User's Guide
Part III. Using SQL Anywhere
Chapter 16. Designing Your Database
The design process
There are five major steps in the design process.
For information about implementing the database design, see the chapter "Working with Database Objects".
Step 1: identify entities and relationships
To identify the entities in your design and their relationship to each other:
- Define high-level activities. Identify the general activities you will use this database for. For example, you may want to keep track of information about employees.
- Identify entities. For the list of activities, identify the subject areas you need to maintain information about. These will become tables. For example, hire employees, assign to a department, and determine a skill level.
- Identify relationships. Look at the activities and determine what the relationships will be between the tables. For example, there is a relationship between departments and employees. We give this relationship a name.
- Break down the activities. You started out with high-level activities. Now examine these activities more carefully to see if some of them can be broken down into lower-level activities.
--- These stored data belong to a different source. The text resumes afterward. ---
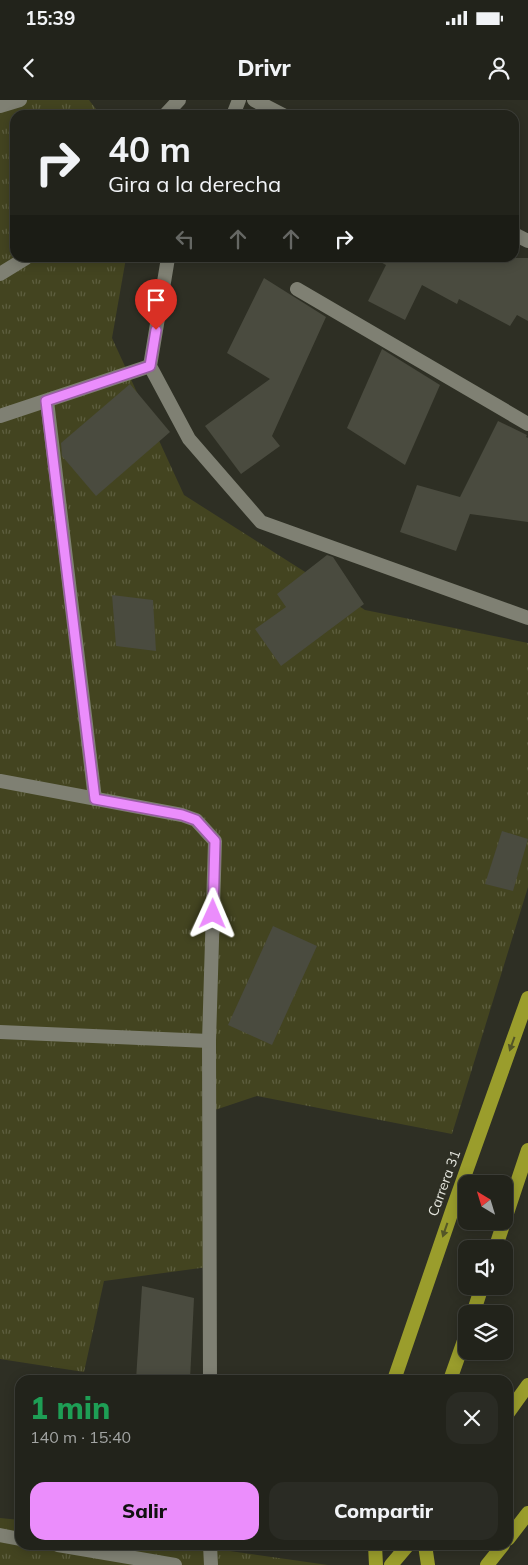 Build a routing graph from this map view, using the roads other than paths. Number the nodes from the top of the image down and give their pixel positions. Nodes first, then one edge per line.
1 (20, 100) edge
2 (179, 100) edge
3 (254, 100) edge
4 (0, 106) edge
5 (170, 110) edge
6 (273, 110) edge
7 (20, 262) edge
8 (167, 262) edge
9 (0, 274) edge
10 (297, 289) dead end
11 (150, 366) junction
12 (46, 401) junction
13 (0, 416) edge
14 (528, 424) edge
15 (528, 618) edge
16 (0, 780) edge
17 (95, 799) junction
18 (528, 998) edge
19 (0, 1032) edge
20 (209, 1041) junction
21 (528, 1150) edge
22 (498, 1240) edge
23 (458, 1358) edge
24 (210, 1375) edge
25 (396, 1375) edge
26 (452, 1375) edge
27 (528, 1385) edge
28 (513, 1406) edge
29 (528, 1513) edge
30 (513, 1532) edge
31 (0, 1535) edge
32 (15, 1537) edge
33 (87, 1550) edge
34 (210, 1550) edge
35 (375, 1550) edge
36 (404, 1550) edge
37 (426, 1550) edge
38 (499, 1550) edge
39 (175, 1565) edge
40 (210, 1565) edge
41 (376, 1565) edge
42 (391, 1565) edge
43 (428, 1565) edge
44 (487, 1565) edge

1 - 4 street
2 - 5 street
3 - 6 street
7 - 9 street
8 - 11 street
10 - 14 street
11 - 12 street
11 - 15 street
12 - 13 street
12 - 17 street
16 - 17 street
17 - 20 street
18 -> 25 highway, Carrera 31
19 - 20 street
20 - 24 street
21 - 22 highway
23 - 26 highway
27 - 28 highway
29 - 30 highway
31 - 32 street
33 - 39 street
34 - 40 street
35 - 41 highway
36 - 42 highway
37 - 43 highway
38 - 44 highway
For example, a high-level activity such as maintain employee information
can be broken down into:
- Add new employees
- Change existing employee information
- Delete terminated employees
- Identify business rules. Look at your business description and see what rules you follow. For example, one business rule might be that a department has one and only one department head. These rules will be built into the structure of the database.
Entity and relationship example
Example
ACME Corporation is a small company with offices in five locations. Currently, 75 employees work for ACME. The company is preparing for rapid growth and has identified nine departments, each with its own department head.
To help in its search for new employees, the personnel department has identified 68 skills that it believes the company will need in its future employee base. When an employee is hired, the employee's level of expertise for each skill is identified.
Define high-level activities
Some of the high-level activities for ACME Corporation are:
- Hire employees
- Terminate employees
- Maintain personal employee information
- Maintain information on skills required for the company
- Maintain information on which employees have which skills
- Maintain information on departments
- Maintain information on offices
Identify the entities and relationships
We can identify the subject areas (tables) and relationships that will hold the information and create a diagram based on the description and high-level activities.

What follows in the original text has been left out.